What you will do: Below are entries; count the lines containing the string "CRESCENT". The answer is that number alone.

[Material for the task]

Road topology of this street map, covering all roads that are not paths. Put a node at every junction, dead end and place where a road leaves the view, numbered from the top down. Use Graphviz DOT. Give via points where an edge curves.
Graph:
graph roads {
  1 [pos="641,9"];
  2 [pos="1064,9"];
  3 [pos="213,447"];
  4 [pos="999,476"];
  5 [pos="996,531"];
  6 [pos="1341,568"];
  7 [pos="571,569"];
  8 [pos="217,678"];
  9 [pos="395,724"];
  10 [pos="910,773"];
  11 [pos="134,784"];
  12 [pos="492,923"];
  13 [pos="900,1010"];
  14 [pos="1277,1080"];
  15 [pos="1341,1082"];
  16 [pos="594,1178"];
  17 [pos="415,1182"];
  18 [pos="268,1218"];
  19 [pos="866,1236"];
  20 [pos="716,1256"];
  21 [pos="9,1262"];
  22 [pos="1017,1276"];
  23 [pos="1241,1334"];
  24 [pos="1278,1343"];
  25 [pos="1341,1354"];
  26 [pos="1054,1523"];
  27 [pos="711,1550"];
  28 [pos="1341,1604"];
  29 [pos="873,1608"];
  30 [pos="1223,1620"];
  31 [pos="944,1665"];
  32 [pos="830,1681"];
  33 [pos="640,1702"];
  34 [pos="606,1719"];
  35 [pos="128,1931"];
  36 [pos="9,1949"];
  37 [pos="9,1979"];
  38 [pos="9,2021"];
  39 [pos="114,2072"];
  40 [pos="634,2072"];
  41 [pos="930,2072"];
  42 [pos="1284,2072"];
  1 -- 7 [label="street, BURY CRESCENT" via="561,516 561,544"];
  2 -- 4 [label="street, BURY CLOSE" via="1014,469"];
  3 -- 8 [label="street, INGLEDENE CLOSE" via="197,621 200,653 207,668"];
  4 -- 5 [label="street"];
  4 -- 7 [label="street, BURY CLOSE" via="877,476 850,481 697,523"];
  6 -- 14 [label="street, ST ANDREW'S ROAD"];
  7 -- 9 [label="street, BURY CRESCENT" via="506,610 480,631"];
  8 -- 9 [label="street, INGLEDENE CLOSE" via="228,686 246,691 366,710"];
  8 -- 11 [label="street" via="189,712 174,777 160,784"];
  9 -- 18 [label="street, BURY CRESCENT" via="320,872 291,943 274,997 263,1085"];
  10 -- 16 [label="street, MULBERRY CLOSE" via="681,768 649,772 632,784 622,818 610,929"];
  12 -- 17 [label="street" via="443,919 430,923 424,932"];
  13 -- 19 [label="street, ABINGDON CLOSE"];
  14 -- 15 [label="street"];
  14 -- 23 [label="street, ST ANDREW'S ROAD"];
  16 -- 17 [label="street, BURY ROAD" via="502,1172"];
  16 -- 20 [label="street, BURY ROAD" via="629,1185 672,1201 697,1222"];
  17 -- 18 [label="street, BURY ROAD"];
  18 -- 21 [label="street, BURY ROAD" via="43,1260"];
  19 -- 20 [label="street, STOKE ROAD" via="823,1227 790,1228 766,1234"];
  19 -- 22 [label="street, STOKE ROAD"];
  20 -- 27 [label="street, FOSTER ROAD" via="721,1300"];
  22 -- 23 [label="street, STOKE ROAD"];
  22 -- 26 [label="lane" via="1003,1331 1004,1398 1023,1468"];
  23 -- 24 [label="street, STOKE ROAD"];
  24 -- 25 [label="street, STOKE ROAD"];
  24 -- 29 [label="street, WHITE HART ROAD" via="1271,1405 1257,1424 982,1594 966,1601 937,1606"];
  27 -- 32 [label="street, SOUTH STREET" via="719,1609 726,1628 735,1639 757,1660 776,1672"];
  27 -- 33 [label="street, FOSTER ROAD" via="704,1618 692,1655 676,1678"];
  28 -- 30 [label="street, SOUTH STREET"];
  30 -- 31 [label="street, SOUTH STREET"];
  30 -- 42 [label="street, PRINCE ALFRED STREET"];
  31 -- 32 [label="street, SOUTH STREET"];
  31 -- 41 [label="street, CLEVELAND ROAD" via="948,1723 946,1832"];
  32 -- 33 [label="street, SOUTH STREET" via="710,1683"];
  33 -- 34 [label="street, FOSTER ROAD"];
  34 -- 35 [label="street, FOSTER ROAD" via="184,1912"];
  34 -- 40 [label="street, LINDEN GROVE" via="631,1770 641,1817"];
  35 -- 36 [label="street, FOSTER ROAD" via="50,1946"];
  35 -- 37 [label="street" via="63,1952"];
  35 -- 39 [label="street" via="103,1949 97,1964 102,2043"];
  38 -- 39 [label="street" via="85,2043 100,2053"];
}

[/Material for the task]

Answer area: 3